In June 1337 were killed: average weight 4.26 Kgs

In July 1053 were killed: average weight 4.2 Kgs

In August 746 were killed:  average weight 4.36 Kgs

The consistent average weight of fish throughout the season (about 9lbs) suggests that there was a predominance of MSW fish throughout the season, expressed either as some very large MSW salmon offset by the lower average weights of grilse, or (more likely) a reflection of very low numbers of grilse, which would typically average 2 Kgs.

The figure that stands out in the 2011 season is the large number of 2,307 salmon killed in May. There are a number of aspects relative to this figure that are worth comment:

1. The value of 2.307 of prime spring salmon is very high. One may assume a per fish value of £150 to £200, giving a gross income to Usan Fisheries Ltd for May month of £300,000 plus. No wonder the Usan business doesn’t want May removed from the netting season, as has already happened in February, March and April.

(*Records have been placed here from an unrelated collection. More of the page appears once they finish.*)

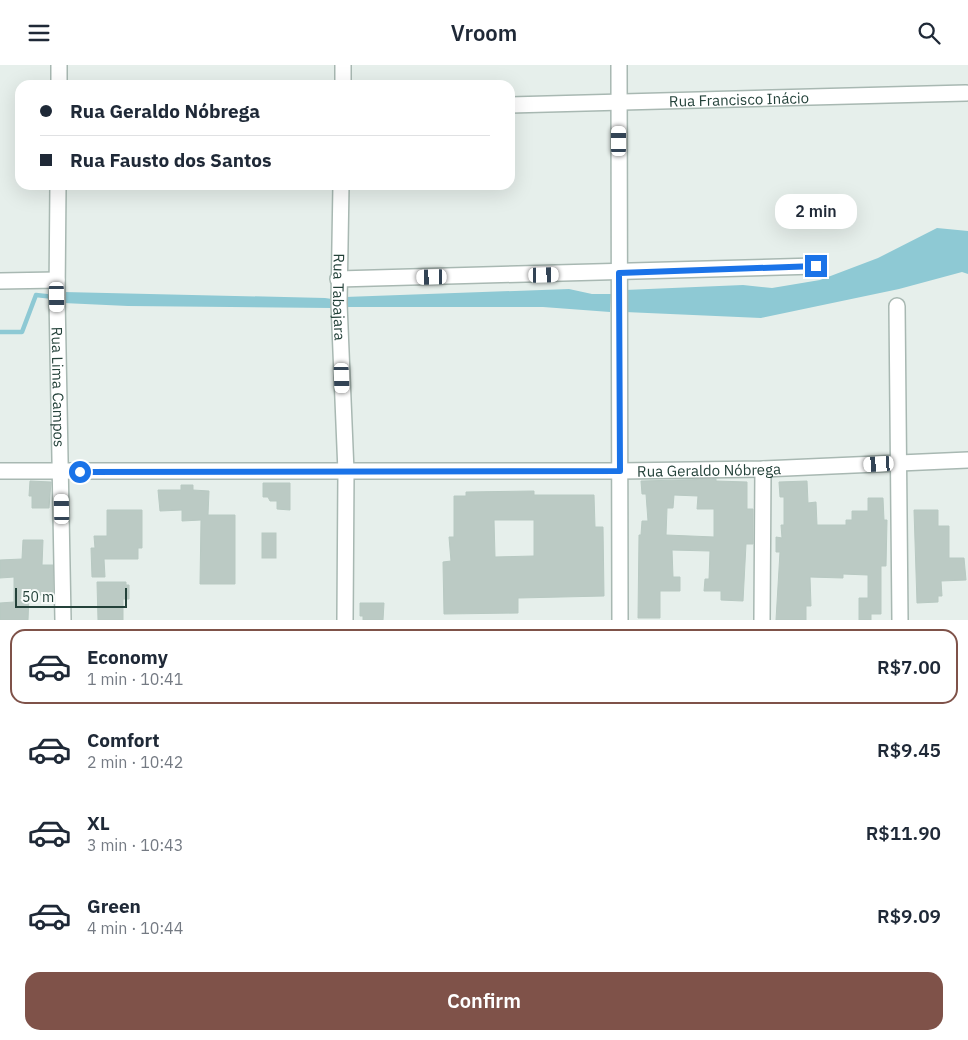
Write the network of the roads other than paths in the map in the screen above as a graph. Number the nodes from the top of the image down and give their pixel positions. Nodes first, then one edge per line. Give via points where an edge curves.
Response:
1 (59, 65) edge
2 (343, 65) edge
3 (619, 65) edge
4 (59, 80) edge
5 (343, 80) edge
6 (966, 93) dead end
7 (619, 103) junction
8 (515, 105) edge
9 (58, 190) edge
10 (341, 190) edge
11 (816, 266) dead end
12 (619, 273) junction
13 (338, 279) junction
14 (57, 280) junction
15 (0, 281) edge
16 (897, 307) dead end
17 (968, 460) edge
18 (899, 463) junction
19 (763, 469) junction
20 (0, 471) edge
21 (346, 471) junction
22 (620, 471) junction
23 (61, 472) junction
24 (63, 620) edge
25 (345, 620) edge
26 (620, 620) edge
27 (762, 620) edge
28 (900, 620) edge

1 - 4 street
2 - 5 street
3 - 7 street
6 - 7 street, Rua Francisco Inácio
7 - 8 street, Rua Francisco Inácio
7 - 12 street
9 - 14 street, Rua Lima Campos
10 - 13 street, Rua Tabajara
11 - 12 street
12 - 13 street
12 - 22 street
13 - 21 street, Rua Tabajara
14 - 15 street
14 - 23 street, Rua Lima Campos
16 - 18 street
17 - 18 street, Rua Geraldo Nóbrega
18 - 19 street, Rua Geraldo Nóbrega
18 - 28 street
19 - 22 street, Rua Geraldo Nóbrega
19 - 27 street
20 - 23 street, Rua Geraldo Nóbrega
21 - 22 street, Rua Geraldo Nóbrega
21 - 23 street, Rua Geraldo Nóbrega
21 - 25 street, Rua Tabajara
22 - 26 street
23 - 24 street, Rua Lima Campos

2. If the 2012 radio tracking data are used to indicate how many of these May fish were bound for the South Esk, we might assume, from the proportion of recorded tagged salmon in the South Esk, that 40% of those 2,307 salmon killed in May 2011 were South Esk fish.

3. Upper proprietors observed that there was a prolific run of spring salmon in 2011. Usan’s May return confirms that the spring run continued to be strong into May. Based on Usan’s May catch return we might assume that about 900 of those fish were of South Esk origin. That figure tallies with my guess that an average of 1,500 salmon enter the South Esk before the end of May.

4. Catch returns from Cortachy & Downie Park, Inshewan and Finavon indicate that there were good numbers of MSW salmon in the South Esk from March onwards, and of course with no netting taking place in March and April, these salmon had free access to the river. Moreover, none of the rod-caught salmon in those two months was killed. Spawning escapement in 2011, even with the 900 fish killed in May by Usan nets, was clearly significant.

It is important that the Marine Scotland radio tracking project fulfills its purpose, which is to find out where early running South Esk salmon spawn. The project has nothing to do with stock assessment beyond that single purpose, although people (such as I!) will inevitably extrapolate from the data to support their arguments. We need to have a health warning on such methodology because the data coming from the MS project are not fit for any purpose other than demonstrating where some spring fish go in the South Esk catchment.